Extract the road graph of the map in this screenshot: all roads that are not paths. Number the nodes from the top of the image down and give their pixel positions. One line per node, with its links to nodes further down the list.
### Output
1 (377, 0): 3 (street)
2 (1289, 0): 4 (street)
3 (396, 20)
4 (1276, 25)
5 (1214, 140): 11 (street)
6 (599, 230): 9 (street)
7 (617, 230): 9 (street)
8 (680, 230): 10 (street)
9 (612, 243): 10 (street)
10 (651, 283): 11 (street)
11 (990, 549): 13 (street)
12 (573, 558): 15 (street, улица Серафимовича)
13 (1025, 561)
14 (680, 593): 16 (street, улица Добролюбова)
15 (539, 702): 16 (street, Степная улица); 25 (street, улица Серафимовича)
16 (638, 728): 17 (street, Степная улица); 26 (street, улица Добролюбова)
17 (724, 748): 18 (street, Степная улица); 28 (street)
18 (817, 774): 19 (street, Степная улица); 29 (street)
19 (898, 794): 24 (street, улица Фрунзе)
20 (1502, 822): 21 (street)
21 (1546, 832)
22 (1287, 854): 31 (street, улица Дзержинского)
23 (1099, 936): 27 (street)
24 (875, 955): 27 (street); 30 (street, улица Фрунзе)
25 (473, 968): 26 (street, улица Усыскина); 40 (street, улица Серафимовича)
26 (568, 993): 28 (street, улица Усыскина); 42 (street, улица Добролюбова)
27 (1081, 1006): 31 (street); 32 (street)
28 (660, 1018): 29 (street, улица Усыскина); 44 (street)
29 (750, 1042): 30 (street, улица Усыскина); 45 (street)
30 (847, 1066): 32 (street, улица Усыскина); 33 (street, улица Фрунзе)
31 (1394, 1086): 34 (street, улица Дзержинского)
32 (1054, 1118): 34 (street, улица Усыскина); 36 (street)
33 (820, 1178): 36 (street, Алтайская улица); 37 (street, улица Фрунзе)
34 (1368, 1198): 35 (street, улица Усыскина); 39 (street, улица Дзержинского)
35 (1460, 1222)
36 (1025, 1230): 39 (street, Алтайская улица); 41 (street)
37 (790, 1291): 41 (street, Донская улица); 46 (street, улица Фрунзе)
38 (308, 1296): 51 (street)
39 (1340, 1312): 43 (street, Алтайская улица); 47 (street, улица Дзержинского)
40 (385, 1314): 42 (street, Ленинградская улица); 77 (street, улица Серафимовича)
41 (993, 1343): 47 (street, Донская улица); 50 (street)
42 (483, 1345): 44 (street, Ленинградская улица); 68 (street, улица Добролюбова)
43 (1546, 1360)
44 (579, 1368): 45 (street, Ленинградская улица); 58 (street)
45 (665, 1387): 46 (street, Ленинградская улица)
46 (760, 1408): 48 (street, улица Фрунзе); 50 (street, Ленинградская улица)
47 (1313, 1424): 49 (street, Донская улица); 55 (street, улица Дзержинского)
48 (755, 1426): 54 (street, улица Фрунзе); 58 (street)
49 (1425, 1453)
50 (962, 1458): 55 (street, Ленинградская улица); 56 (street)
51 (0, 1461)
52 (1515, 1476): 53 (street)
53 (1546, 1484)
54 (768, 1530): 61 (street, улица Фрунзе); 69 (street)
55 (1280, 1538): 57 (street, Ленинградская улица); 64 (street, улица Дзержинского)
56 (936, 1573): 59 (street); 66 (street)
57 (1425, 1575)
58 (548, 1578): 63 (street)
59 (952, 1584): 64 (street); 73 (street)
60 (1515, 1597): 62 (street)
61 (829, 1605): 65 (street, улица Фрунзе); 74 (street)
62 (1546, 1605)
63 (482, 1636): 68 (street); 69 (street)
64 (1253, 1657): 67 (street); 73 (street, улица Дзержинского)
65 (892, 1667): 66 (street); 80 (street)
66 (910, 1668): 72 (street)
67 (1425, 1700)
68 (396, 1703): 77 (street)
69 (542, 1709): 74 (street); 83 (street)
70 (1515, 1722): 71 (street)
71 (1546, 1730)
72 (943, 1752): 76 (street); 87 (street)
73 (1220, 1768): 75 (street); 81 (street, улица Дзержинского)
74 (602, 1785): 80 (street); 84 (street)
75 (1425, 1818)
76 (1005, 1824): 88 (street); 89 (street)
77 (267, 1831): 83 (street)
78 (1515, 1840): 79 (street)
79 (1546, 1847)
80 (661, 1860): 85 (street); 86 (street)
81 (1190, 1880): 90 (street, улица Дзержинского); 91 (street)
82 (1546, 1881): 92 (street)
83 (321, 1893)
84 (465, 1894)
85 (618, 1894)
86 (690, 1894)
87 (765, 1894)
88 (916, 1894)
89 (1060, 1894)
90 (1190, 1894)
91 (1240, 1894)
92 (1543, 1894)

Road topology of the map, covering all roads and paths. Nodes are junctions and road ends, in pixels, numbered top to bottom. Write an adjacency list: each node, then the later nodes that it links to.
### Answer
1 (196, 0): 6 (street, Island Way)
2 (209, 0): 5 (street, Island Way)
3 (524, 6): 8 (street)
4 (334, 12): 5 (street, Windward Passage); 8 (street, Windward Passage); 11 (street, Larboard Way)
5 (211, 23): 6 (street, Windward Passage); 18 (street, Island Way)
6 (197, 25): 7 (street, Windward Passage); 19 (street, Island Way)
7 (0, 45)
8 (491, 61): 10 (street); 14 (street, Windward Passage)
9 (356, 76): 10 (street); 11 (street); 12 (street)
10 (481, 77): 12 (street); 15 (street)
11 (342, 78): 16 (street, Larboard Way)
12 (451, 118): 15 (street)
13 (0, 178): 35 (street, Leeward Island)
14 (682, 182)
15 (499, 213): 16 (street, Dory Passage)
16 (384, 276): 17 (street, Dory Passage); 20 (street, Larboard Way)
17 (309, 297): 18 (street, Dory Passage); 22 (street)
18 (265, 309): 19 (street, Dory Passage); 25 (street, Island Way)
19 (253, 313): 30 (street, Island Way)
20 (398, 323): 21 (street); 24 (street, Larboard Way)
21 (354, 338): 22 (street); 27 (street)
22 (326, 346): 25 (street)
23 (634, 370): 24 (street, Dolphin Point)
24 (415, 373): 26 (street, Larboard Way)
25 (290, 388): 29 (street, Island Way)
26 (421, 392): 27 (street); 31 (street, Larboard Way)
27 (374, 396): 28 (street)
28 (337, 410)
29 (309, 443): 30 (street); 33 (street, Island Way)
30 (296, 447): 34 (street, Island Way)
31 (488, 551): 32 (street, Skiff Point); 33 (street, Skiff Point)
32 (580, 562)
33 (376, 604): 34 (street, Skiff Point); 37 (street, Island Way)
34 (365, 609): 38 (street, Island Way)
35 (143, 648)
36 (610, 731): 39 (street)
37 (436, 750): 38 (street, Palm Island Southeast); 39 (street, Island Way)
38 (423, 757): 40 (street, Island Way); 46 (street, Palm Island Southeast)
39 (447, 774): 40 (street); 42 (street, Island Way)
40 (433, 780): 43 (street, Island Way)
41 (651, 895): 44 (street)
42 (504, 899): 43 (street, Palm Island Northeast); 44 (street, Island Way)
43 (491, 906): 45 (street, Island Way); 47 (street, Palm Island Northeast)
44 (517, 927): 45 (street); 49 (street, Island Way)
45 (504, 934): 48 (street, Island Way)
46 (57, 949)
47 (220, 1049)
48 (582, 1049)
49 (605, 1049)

———

» **What is expected**:
Restating the data word for word is the whole task.

» **Solution for this task**:
Extract the road graph of the map in this screenshot: all roads that are not paths. Number the nodes from the top of the image down and give their pixel positions. One line per node, with its links to nodes further down the list.
### Output
1 (377, 0): 3 (street)
2 (1289, 0): 4 (street)
3 (396, 20)
4 (1276, 25)
5 (1214, 140): 11 (street)
6 (599, 230): 9 (street)
7 (617, 230): 9 (street)
8 (680, 230): 10 (street)
9 (612, 243): 10 (street)
10 (651, 283): 11 (street)
11 (990, 549): 13 (street)
12 (573, 558): 15 (street, улица Серафимовича)
13 (1025, 561)
14 (680, 593): 16 (street, улица Добролюбова)
15 (539, 702): 16 (street, Степная улица); 25 (street, улица Серафимовича)
16 (638, 728): 17 (street, Степная улица); 26 (street, улица Добролюбова)
17 (724, 748): 18 (street, Степная улица); 28 (street)
18 (817, 774): 19 (street, Степная улица); 29 (street)
19 (898, 794): 24 (street, улица Фрунзе)
20 (1502, 822): 21 (street)
21 (1546, 832)
22 (1287, 854): 31 (street, улица Дзержинского)
23 (1099, 936): 27 (street)
24 (875, 955): 27 (street); 30 (street, улица Фрунзе)
25 (473, 968): 26 (street, улица Усыскина); 40 (street, улица Серафимовича)
26 (568, 993): 28 (street, улица Усыскина); 42 (street, улица Добролюбова)
27 (1081, 1006): 31 (street); 32 (street)
28 (660, 1018): 29 (street, улица Усыскина); 44 (street)
29 (750, 1042): 30 (street, улица Усыскина); 45 (street)
30 (847, 1066): 32 (street, улица Усыскина); 33 (street, улица Фрунзе)
31 (1394, 1086): 34 (street, улица Дзержинского)
32 (1054, 1118): 34 (street, улица Усыскина); 36 (street)
33 (820, 1178): 36 (street, Алтайская улица); 37 (street, улица Фрунзе)
34 (1368, 1198): 35 (street, улица Усыскина); 39 (street, улица Дзержинского)
35 (1460, 1222)
36 (1025, 1230): 39 (street, Алтайская улица); 41 (street)
37 (790, 1291): 41 (street, Донская улица); 46 (street, улица Фрунзе)
38 (308, 1296): 51 (street)
39 (1340, 1312): 43 (street, Алтайская улица); 47 (street, улица Дзержинского)
40 (385, 1314): 42 (street, Ленинградская улица); 77 (street, улица Серафимовича)
41 (993, 1343): 47 (street, Донская улица); 50 (street)
42 (483, 1345): 44 (street, Ленинградская улица); 68 (street, улица Добролюбова)
43 (1546, 1360)
44 (579, 1368): 45 (street, Ленинградская улица); 58 (street)
45 (665, 1387): 46 (street, Ленинградская улица)
46 (760, 1408): 48 (street, улица Фрунзе); 50 (street, Ленинградская улица)
47 (1313, 1424): 49 (street, Донская улица); 55 (street, улица Дзержинского)
48 (755, 1426): 54 (street, улица Фрунзе); 58 (street)
49 (1425, 1453)
50 (962, 1458): 55 (street, Ленинградская улица); 56 (street)
51 (0, 1461)
52 (1515, 1476): 53 (street)
53 (1546, 1484)
54 (768, 1530): 61 (street, улица Фрунзе); 69 (street)
55 (1280, 1538): 57 (street, Ленинградская улица); 64 (street, улица Дзержинского)
56 (936, 1573): 59 (street); 66 (street)
57 (1425, 1575)
58 (548, 1578): 63 (street)
59 (952, 1584): 64 (street); 73 (street)
60 (1515, 1597): 62 (street)
61 (829, 1605): 65 (street, улица Фрунзе); 74 (street)
62 (1546, 1605)
63 (482, 1636): 68 (street); 69 (street)
64 (1253, 1657): 67 (street); 73 (street, улица Дзержинского)
65 (892, 1667): 66 (street); 80 (street)
66 (910, 1668): 72 (street)
67 (1425, 1700)
68 (396, 1703): 77 (street)
69 (542, 1709): 74 (street); 83 (street)
70 (1515, 1722): 71 (street)
71 (1546, 1730)
72 (943, 1752): 76 (street); 87 (street)
73 (1220, 1768): 75 (street); 81 (street, улица Дзержинского)
74 (602, 1785): 80 (street); 84 (street)
75 (1425, 1818)
76 (1005, 1824): 88 (street); 89 (street)
77 (267, 1831): 83 (street)
78 (1515, 1840): 79 (street)
79 (1546, 1847)
80 (661, 1860): 85 (street); 86 (street)
81 (1190, 1880): 90 (street, улица Дзержинского); 91 (street)
82 (1546, 1881): 92 (street)
83 (321, 1893)
84 (465, 1894)
85 (618, 1894)
86 (690, 1894)
87 (765, 1894)
88 (916, 1894)
89 (1060, 1894)
90 (1190, 1894)
91 (1240, 1894)
92 (1543, 1894)

Road topology of the map, covering all roads and paths. Nodes are junctions and road ends, in pixels, numbered top to bottom. Write an adjacency list: each node, then the later nodes that it links to.
### Answer
1 (196, 0): 6 (street, Island Way)
2 (209, 0): 5 (street, Island Way)
3 (524, 6): 8 (street)
4 (334, 12): 5 (street, Windward Passage); 8 (street, Windward Passage); 11 (street, Larboard Way)
5 (211, 23): 6 (street, Windward Passage); 18 (street, Island Way)
6 (197, 25): 7 (street, Windward Passage); 19 (street, Island Way)
7 (0, 45)
8 (491, 61): 10 (street); 14 (street, Windward Passage)
9 (356, 76): 10 (street); 11 (street); 12 (street)
10 (481, 77): 12 (street); 15 (street)
11 (342, 78): 16 (street, Larboard Way)
12 (451, 118): 15 (street)
13 (0, 178): 35 (street, Leeward Island)
14 (682, 182)
15 (499, 213): 16 (street, Dory Passage)
16 (384, 276): 17 (street, Dory Passage); 20 (street, Larboard Way)
17 (309, 297): 18 (street, Dory Passage); 22 (street)
18 (265, 309): 19 (street, Dory Passage); 25 (street, Island Way)
19 (253, 313): 30 (street, Island Way)
20 (398, 323): 21 (street); 24 (street, Larboard Way)
21 (354, 338): 22 (street); 27 (street)
22 (326, 346): 25 (street)
23 (634, 370): 24 (street, Dolphin Point)
24 (415, 373): 26 (street, Larboard Way)
25 (290, 388): 29 (street, Island Way)
26 (421, 392): 27 (street); 31 (street, Larboard Way)
27 (374, 396): 28 (street)
28 (337, 410)
29 (309, 443): 30 (street); 33 (street, Island Way)
30 (296, 447): 34 (street, Island Way)
31 (488, 551): 32 (street, Skiff Point); 33 (street, Skiff Point)
32 (580, 562)
33 (376, 604): 34 (street, Skiff Point); 37 (street, Island Way)
34 (365, 609): 38 (street, Island Way)
35 (143, 648)
36 (610, 731): 39 (street)
37 (436, 750): 38 (street, Palm Island Southeast); 39 (street, Island Way)
38 (423, 757): 40 (street, Island Way); 46 (street, Palm Island Southeast)
39 (447, 774): 40 (street); 42 (street, Island Way)
40 (433, 780): 43 (street, Island Way)
41 (651, 895): 44 (street)
42 (504, 899): 43 (street, Palm Island Northeast); 44 (street, Island Way)
43 (491, 906): 45 (street, Island Way); 47 (street, Palm Island Northeast)
44 (517, 927): 45 (street); 49 (street, Island Way)
45 (504, 934): 48 (street, Island Way)
46 (57, 949)
47 (220, 1049)
48 (582, 1049)
49 (605, 1049)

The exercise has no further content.